Returning now to the Estabrook Woods controversy, in a school devoted to understanding the environment and how to live on the Earth, in an overpopulating world rapidly running out of oil and amid nations amassing arms to protect their sources of it, having another set of playing fields just doesn't seem too pressing. Building them at the expense of wetlands and woods does not compute at all. At the college level, I doubt if it will long seem reasonable to fly two football teams, including bands and coaches–a couple of hundred people–thousands of miles to play each other for an hour or two in a bowl game. Similar pressures will surface at Middlesex, and while it may be possible to continue to play Groton and St. Marks, perhaps St. George's will soon be too far away, if it isn't already. In fact, sports might make more ecological sense as inter dormitory games than as inter school games. After all, I would argue, the point is to develop the potential of the human body and to explore the possibility that teamwork has to offer, not to smash some historically chosen rival at a distant school. Blasphemy to some I suppose, but all this is to say that the effort in a future-oriented school would be to get the sports program to fit the playing fields available, not the other way around. Perhaps it is now clear how the assumption of keeping Middlesex unchanged is getting in the way.

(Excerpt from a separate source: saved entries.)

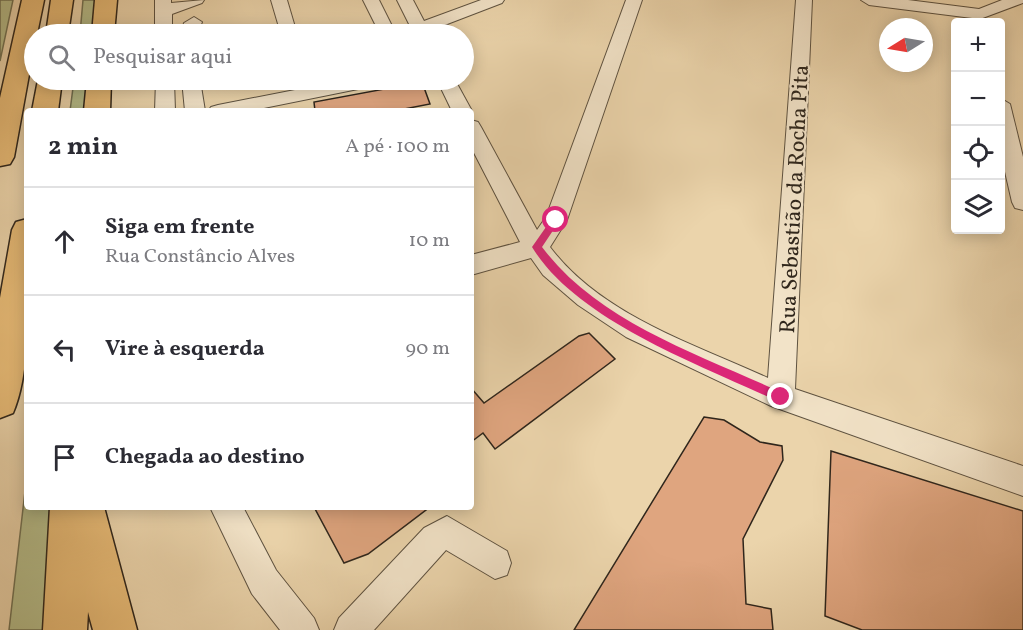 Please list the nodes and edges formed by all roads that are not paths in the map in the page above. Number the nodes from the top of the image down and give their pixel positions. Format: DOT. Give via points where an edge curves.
graph roads {
  1 [pos="33,0"];
  2 [pos="62,0"];
  3 [pos="106,0"];
  4 [pos="196,0"];
  5 [pos="279,0"];
  6 [pos="371,0"];
  7 [pos="405,0"];
  8 [pos="496,0"];
  9 [pos="634,0"];
  10 [pos="804,0"];
  11 [pos="869,0"];
  12 [pos="1017,0"];
  13 [pos="163,5"];
  14 [pos="980,12"];
  15 [pos="28,24"];
  16 [pos="58,24"];
  17 [pos="104,24"];
  18 [pos="164,24"];
  19 [pos="286,24"];
  20 [pos="383,24"];
  21 [pos="417,24"];
  22 [pos="440,24"];
  23 [pos="24,43"];
  24 [pos="48,90"];
  25 [pos="98,90"];
  26 [pos="165,90"];
  27 [pos="192,90"];
  28 [pos="290,90"];
  29 [pos="451,90"];
  30 [pos="45,108"];
  31 [pos="97,108"];
  32 [pos="165,108"];
  33 [pos="195,108"];
  34 [pos="228,108"];
  35 [pos="460,108"];
  36 [pos="1005,125"];
  37 [pos="474,132"];
  38 [pos="0,158"];
  39 [pos="1023,202"];
  40 [pos="537,247"];
  41 [pos="24,249"];
  42 [pos="474,264"];
  43 [pos="781,397"];
  44 [pos="0,401"];
  45 [pos="1023,481"];
  46 [pos="70,510"];
  47 [pos="85,510"];
  48 [pos="228,510"];
  49 [pos="495,563"];
  50 [pos="65,589"];
  51 [pos="65,630"];
  52 [pos="72,630"];
  53 [pos="115,630"];
  54 [pos="302,630"];
  55 [pos="351,630"];
  1 -- 15 [label="highway"];
  2 -- 16 [label="highway"];
  3 -- 17 [label="highway"];
  4 -- 13 [label="street"];
  5 -- 19 [label="street"];
  6 -- 20 [label="street"];
  7 -- 21 [label="street"];
  8 -- 22 [label="street"];
  9 -- 40 [label="street" via="556,220"];
  10 -- 43 [label="street, Rua Sebastião da Rocha Pita"];
  11 -- 14 [label="street"];
  12 -- 14 [label="street"];
  13 -- 18 [label="street"];
  23 -- 38 [label="highway"];
  24 -- 30 [label="highway"];
  25 -- 31 [label="highway"];
  26 -- 32 [label="street"];
  27 -- 33 [label="street"];
  28 -- 34 [label="street"];
  29 -- 35 [label="street"];
  36 -- 39 [label="street"];
  37 -- 40 [label="street"];
  40 -- 42 [label="street"];
  40 -- 43 [label="street" via="552,268 587,298 635,329"];
  41 -- 44 [label="highway"];
  43 -- 45 [label="street"];
  46 -- 50 [label="highway"];
  47 -- 53 [label="highway"];
  48 -- 54 [label="street" via="264,582"];
  49 -- 55 [label="street" via="447,532 435,539"];
  50 -- 51 [label="highway"];
  50 -- 52 [label="street"];
} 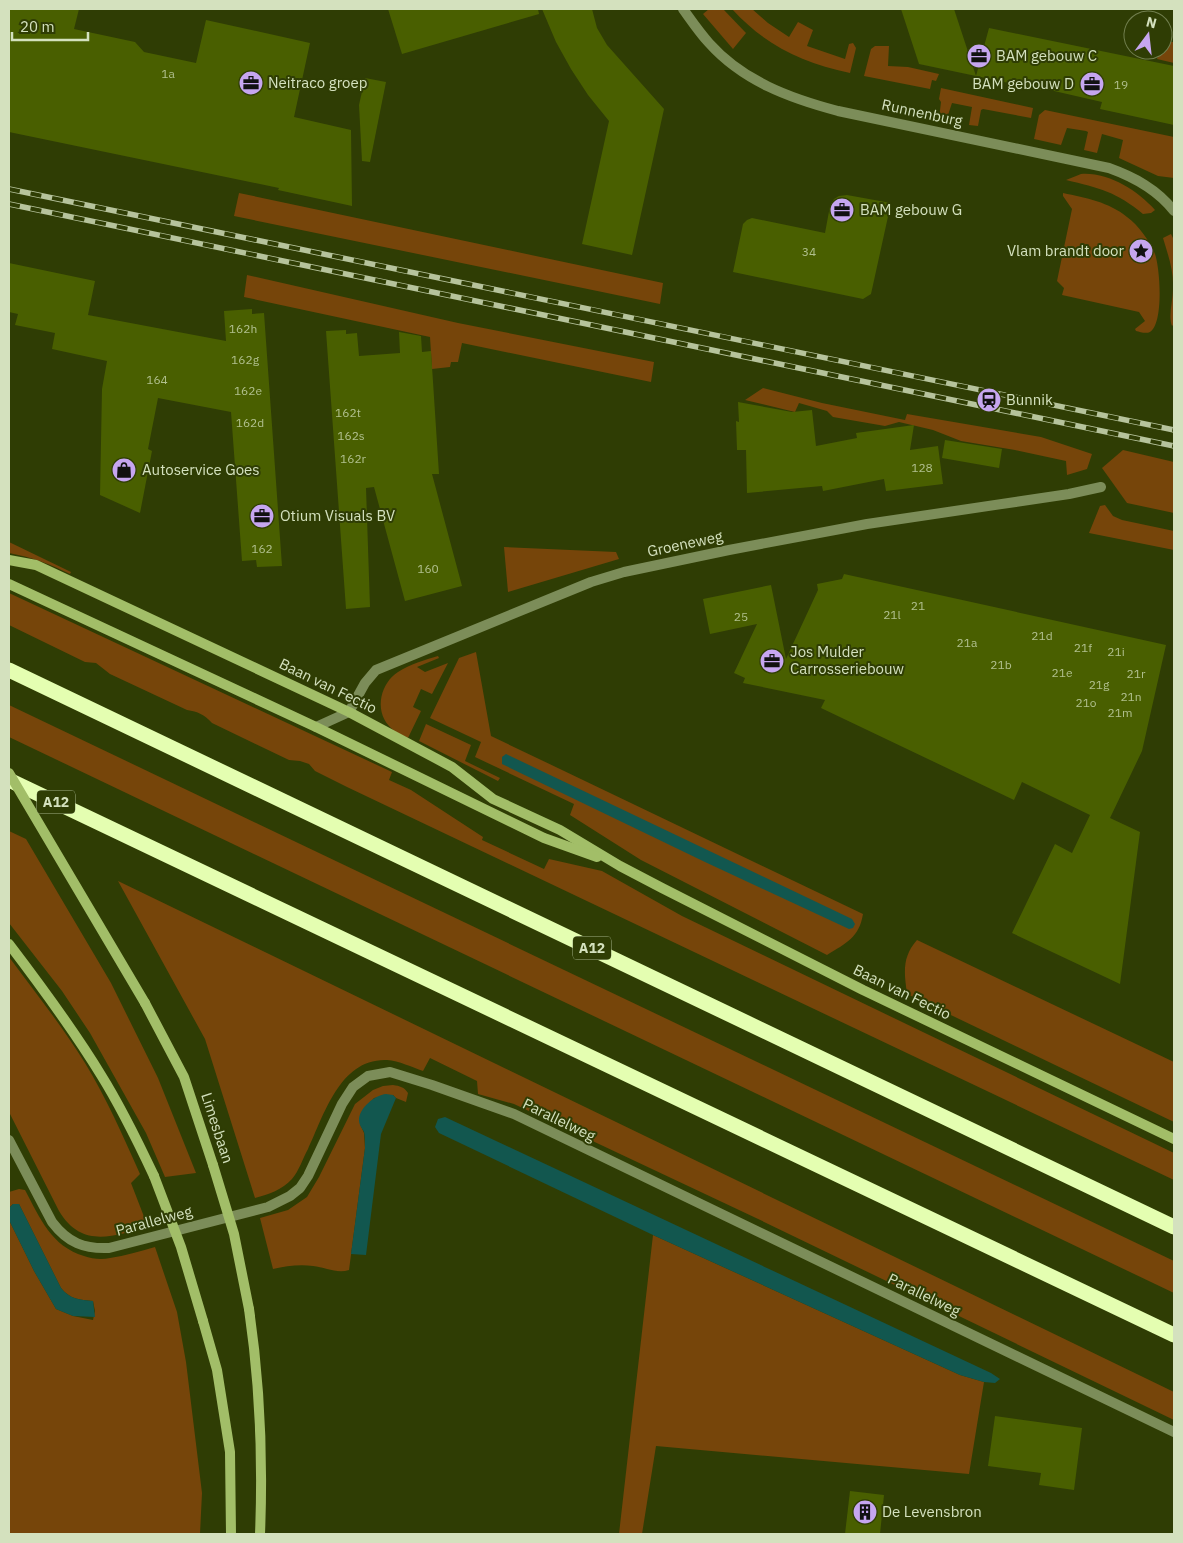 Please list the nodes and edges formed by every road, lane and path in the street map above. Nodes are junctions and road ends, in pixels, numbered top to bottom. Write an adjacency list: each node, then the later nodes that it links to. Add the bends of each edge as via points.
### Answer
1 (683, 9): 2 (street, Runnenburg, via 699,32 727,60 775,91 838,111 1109,168 1142,182)
2 (1173, 206)
3 (1102, 487): 7 (street, Groeneweg, via 867,524 624,572 376,670)
4 (9, 560): 7 (main road, Baan van Fectio, via 36,565)
5 (9, 584): 8 (main road, Baan van Fectio)
6 (9, 670): 15 (highway, A12)
7 (348, 712): 8 (street); 11 (main road, Baan van Fectio, via 452,767 493,800 560,830)
8 (316, 727): 11 (main road, Baan van Fectio, via 544,838)
9 (9, 773): 19 (main road, Limesbaan, bridge, via 145,1003 184,1077 234,1234 250,1309 260,1397)
10 (9, 780): 16 (highway, A12)
11 (620, 866): 14 (main road, Baan van Fectio, via 863,990)
12 (9, 944): 18 (main road, bridge, via 55,1005 126,1117 154,1176 181,1247 217,1370 230,1452)
13 (9, 1140): 17 (street, Parallelweg, via 61,1233 90,1249 109,1248 268,1207 290,1196 308,1176 342,1104 353,1088 368,1076 390,1072 514,1114)
14 (1174, 1140)
15 (1174, 1227)
16 (1174, 1335)
17 (1174, 1432)
18 (231, 1534)
19 (260, 1534)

As for faculty housing, a good ecological (and sociological) argument can be made for having such houses close to the rest of campus, perhaps nearby in the Woods. Further, I can imagine places in Estabrook Woods, facing south over the pond, where a few small homes could be set lightly on the land without removing significant trees or disturbing the ecosystem of the Woods. But there would not be roads, or automobiles, or power lines to such houses, in fact, nothing at all except a simple foot or bike path. And each house would be a demonstration of self-sufficiency, generating its own electricity, collecting its own water and heat, and handling its own wastes. It is possible to build such houses, and to make them comfortable, requiring no major changes in lifestyle. Believe me, I've been teaching architectural design for a long time now; I know it can be done. And in a school such as Middlesex, it should be done, even if only for its educational value.

I hope these comments have been useful to you. On your shoulders fall the burden and the opportunity of leadership and vision. It is up to you to set the course which will determine whether Middlesex creates a new standard for the future or becomes increasingly irrelevant. What an opportunity! It is exciting to me to imagine Middlesex as a model of environmental responsibility. I'm sure Frederick Law Olmsted would be pleased. And what an education! To see demonstrated everywhere in the institution around you the principles and values of a sustainable future would be the best possible way to affirm the possibility that one can affect the future. And finally, to send waves of graduating classes so prepared out to take on the 21st century would be the ultimate satisfaction of teachers and alumni alike.

I should say that I think this educational proposal would keep Middlesex highly competitive in its market. There will always be some parents who will opt for the latest facilities and the nostalgia of the past, but there are many others who will be excited by the vision of their children supremely prepared for the future. I would like to see you compete with the other schools by using the accuracy of your vision and philosophy, rather than by outspending them on facilities. I believe that strategy has served your three predecessors well over the history of Middlesex. We have never had the facilities of a Groton, Andover, or Exeter, but we had the vision, and time after time, led the way to a stronger, more relevant, independent school experience. We are again on the cusp, asked to choose a path for the school. Please choose wisely.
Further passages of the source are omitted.